A non-technical post this week as for the past week I have been in New York with my family. This was our first trip there but as I suspected, it did not disappoint.
We flew into JFK and had prearranged the Stewart Hotel on 7th Avenue. It turned out that this was an ideally placed hotel. Walk uptown along 7th Avenue 10 minutes and you are in Times Square. That walk takes you past Madison Square Gardens, the Pennsylvania hotel and Macy’s. The Pennsylvania is famous for being the place where the 1940 hit standard “Pennsylvania 6-5000” was written. Walk downtown on 7th Avenue and it will lead you down to Greenwich Village and Soho.

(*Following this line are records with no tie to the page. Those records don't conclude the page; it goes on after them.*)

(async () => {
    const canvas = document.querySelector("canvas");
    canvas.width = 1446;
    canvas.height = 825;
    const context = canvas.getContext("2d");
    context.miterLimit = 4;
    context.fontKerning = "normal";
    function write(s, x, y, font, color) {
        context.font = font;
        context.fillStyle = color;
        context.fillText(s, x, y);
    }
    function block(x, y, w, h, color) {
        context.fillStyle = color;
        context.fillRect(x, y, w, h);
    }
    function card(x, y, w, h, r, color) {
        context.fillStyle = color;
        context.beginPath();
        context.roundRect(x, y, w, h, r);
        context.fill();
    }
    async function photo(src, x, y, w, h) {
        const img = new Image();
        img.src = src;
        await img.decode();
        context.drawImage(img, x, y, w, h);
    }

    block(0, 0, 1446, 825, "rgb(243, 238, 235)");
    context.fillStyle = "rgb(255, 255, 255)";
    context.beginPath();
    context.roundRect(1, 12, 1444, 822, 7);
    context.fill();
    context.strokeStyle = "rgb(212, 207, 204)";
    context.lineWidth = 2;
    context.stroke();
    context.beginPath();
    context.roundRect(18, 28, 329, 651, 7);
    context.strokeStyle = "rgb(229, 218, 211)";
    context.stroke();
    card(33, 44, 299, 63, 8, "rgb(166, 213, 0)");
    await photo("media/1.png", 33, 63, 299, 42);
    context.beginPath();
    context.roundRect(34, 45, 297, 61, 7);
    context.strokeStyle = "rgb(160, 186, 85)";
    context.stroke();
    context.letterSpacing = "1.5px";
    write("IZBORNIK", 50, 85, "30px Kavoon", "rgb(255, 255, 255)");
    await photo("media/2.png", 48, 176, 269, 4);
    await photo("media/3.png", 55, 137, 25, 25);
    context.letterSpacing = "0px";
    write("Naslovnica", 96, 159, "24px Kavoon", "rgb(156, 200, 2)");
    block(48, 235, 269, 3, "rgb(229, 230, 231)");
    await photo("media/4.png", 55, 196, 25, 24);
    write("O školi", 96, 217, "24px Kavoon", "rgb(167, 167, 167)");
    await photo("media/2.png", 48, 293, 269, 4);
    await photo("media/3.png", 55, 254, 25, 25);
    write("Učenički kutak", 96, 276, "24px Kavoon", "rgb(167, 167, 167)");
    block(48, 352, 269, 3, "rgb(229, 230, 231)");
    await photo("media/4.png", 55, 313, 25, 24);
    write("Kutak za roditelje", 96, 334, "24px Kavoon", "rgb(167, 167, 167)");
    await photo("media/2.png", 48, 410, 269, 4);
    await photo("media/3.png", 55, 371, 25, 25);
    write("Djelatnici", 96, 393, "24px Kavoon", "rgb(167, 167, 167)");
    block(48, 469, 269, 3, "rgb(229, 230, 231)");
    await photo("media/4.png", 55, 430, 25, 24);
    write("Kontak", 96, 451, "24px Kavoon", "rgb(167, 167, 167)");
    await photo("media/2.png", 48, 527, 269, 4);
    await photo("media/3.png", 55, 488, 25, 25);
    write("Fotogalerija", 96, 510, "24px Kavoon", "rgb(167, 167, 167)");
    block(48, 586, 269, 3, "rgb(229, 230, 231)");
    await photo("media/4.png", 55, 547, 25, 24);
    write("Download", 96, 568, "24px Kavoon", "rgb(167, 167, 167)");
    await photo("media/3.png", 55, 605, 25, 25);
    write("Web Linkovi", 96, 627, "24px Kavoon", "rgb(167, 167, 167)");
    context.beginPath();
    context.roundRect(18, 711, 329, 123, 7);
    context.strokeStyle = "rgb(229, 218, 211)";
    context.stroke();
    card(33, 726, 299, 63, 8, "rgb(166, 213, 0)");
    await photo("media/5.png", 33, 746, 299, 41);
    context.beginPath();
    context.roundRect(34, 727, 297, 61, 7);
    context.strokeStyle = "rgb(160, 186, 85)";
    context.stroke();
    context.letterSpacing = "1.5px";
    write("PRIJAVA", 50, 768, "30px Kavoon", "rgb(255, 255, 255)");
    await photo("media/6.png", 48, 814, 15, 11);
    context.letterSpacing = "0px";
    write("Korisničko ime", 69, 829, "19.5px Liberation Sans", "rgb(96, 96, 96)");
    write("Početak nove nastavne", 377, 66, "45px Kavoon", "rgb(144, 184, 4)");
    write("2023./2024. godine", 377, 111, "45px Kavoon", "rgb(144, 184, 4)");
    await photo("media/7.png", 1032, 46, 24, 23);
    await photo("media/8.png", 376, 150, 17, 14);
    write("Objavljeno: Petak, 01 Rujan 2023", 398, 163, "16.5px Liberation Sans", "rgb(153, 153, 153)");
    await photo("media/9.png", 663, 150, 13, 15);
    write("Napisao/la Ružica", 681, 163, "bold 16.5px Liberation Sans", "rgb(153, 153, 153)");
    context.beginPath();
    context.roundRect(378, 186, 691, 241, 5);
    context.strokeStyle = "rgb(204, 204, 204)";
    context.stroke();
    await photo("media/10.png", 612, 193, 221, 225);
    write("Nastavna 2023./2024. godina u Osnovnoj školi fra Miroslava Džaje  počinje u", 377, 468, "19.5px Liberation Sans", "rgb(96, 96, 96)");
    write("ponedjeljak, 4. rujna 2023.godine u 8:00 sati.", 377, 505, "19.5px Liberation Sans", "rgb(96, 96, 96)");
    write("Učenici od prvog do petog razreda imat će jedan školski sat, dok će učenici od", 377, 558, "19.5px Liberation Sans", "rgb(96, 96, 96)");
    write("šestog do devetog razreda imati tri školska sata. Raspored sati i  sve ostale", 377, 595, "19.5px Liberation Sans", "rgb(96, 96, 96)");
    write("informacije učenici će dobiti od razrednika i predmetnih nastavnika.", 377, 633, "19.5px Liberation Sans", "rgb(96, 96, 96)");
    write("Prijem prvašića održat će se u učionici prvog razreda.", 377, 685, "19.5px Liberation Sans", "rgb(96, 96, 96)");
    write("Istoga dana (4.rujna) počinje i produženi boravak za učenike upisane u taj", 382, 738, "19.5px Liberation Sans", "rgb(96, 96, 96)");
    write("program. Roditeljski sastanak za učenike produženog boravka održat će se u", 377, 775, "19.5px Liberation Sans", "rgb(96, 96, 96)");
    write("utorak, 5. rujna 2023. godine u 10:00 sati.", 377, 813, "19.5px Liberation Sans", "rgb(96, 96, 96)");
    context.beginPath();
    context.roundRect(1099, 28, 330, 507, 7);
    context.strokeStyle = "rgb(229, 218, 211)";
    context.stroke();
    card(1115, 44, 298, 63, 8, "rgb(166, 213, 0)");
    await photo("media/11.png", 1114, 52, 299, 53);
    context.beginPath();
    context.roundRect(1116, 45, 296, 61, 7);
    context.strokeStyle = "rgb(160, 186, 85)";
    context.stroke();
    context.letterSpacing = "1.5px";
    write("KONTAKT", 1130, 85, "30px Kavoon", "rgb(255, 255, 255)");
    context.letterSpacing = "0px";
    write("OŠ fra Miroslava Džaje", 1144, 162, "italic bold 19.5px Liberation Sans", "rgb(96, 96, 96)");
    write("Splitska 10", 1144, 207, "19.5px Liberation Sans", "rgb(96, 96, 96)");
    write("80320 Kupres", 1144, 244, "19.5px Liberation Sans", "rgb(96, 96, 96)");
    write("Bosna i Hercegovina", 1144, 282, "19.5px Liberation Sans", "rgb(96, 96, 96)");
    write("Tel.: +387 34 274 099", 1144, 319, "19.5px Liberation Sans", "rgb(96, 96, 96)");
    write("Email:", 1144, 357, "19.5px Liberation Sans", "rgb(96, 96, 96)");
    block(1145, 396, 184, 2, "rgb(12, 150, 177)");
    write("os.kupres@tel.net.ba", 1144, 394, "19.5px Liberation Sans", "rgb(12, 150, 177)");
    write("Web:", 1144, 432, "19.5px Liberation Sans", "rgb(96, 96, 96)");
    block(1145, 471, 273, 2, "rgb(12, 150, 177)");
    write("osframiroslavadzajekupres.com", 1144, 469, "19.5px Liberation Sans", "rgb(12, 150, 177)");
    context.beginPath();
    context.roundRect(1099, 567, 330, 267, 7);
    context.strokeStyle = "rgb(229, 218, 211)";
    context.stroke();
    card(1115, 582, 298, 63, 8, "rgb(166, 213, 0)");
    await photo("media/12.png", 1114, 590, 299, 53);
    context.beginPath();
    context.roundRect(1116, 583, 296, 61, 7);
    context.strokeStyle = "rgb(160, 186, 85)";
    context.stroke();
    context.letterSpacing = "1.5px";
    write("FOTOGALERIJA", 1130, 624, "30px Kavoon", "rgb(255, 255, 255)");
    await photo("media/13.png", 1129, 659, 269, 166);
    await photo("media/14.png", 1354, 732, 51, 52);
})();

Right over the road from the hotel was Penn Station. This was convenient for getting the subway. The subway is really cheap. You can buy a 7 day pass for $31. I really recommend it as there is a station every couple of blocks. It makes getting around very easy.
We decided that there were a few things we wanted to see on this trip. On the whole, we got to see most of them. We were lucky with the weather. On our first main day, we hit lower Manhattan. We spent time walking around Battery Park and took the Staten Island ferry. This is free and allows good views of the Statue Of Liberty. We then walked up to Wall Street and had a look around the financial district. After stopping to see the Bull we headed over to the 9/11 Memorial & Museum. That is equally impressive and upsetting.
We already knew that the city was due some snow on the Wednesday. We decided that we would head to Central Park which we did and the snow came. It was great fun walking around the south end of the park and the surrounding areas in the snow. We decided to spend the rest of that day on one of the many sight-seeing bus tours. We lucked out and had a great guide.
The final big attraction we went to was the Top of the Rock Observatory. This is within Rockefeller plaza and provides stunning views of the city. We decided to get tickets for the early evening which allowed us to be around for sunset. Well worth the entry fee.
The rest of our time was spent walking around and soaking up the city. We didn’t have enough time to do a lot of the things we wanted. Tours of Harlem, Brooklyn and the Bronx were on our list but we will go back soon to see them.
A couple of food places stand out as worthy of a mention:
Browns Bagels at 132 W 31st Street. We tried a few different locations for bagels. This was by far the best as was their coffee.
The Tick Tock dinner at 481 8th Avenue. This was a great, old school, dinner. Top food at much better prices that anywhere near Times Square.
I would add that we did eat at Planet Hollywood on Times Square. It isn’t worth the cost and even as a film geek (as accused by my wife) the cost is associated with the name, not the exhibits.
We flew back from Newark. The ride out from the island via the Holland tunnel provide a contrasting set of views. I suspect that given half the chance I will explore New Jersey in the future. My only comment about Newark is that there is almost no shops or restaurants once you have gone through security. There are a small Duty-Free, a small Bar and a newsstand. So if you like to grab a full meal before a flight, get it before you go through security.
I loved NYC. It was everything I suspected and more. I feel like I have only seen a tiny part of what it has to offer. We are already planning a return trip.